***** INPUT RECORDS *****
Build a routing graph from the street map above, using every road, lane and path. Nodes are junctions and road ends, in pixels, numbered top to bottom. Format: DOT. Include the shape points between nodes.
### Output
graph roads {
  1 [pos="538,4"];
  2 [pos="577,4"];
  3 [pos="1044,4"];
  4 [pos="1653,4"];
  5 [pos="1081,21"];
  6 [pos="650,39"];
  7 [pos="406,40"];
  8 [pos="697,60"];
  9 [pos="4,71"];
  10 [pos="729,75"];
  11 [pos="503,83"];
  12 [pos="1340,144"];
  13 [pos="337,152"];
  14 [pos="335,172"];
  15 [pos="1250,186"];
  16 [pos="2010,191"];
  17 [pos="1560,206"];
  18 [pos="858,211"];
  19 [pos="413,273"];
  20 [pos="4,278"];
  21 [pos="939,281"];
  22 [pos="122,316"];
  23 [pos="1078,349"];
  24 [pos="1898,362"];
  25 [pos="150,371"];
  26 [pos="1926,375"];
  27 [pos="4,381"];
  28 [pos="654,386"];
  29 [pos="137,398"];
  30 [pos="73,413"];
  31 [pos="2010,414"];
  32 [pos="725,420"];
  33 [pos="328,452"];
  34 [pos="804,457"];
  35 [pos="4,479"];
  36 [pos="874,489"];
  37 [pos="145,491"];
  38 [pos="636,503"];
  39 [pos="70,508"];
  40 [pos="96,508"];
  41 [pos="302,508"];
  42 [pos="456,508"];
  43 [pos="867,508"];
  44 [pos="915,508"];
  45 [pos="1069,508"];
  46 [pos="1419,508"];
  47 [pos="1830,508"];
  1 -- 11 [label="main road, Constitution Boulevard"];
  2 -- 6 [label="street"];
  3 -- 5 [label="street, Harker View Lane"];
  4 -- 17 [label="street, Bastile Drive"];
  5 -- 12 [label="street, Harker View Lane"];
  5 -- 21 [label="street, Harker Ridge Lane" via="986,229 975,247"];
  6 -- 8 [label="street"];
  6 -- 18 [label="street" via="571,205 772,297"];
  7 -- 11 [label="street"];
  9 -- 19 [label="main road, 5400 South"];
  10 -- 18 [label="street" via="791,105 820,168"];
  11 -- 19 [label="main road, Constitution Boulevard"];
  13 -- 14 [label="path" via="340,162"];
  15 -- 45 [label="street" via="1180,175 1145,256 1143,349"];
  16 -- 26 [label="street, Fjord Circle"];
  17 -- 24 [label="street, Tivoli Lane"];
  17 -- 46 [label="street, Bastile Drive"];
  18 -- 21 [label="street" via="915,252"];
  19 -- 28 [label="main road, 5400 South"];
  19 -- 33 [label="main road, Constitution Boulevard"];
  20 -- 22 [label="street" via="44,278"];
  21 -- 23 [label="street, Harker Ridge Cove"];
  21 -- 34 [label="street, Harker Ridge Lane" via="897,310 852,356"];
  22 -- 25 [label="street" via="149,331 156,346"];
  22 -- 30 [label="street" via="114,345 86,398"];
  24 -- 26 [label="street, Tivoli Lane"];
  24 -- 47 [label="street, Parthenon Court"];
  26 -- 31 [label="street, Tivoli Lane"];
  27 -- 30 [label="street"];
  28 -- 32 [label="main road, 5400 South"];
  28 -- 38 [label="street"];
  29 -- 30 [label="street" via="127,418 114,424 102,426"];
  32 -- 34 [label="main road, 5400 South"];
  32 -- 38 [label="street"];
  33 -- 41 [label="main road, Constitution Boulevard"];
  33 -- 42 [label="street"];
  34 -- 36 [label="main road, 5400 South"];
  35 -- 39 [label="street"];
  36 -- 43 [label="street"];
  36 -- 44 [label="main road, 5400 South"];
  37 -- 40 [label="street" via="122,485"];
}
*****
Search the records line by line for the word "Drive" and copy every line where it appears.

▸ **ANSWER SECTION**:
  4 -- 17 [label="street, Bastile Drive"];
  17 -- 46 [label="street, Bastile Drive"];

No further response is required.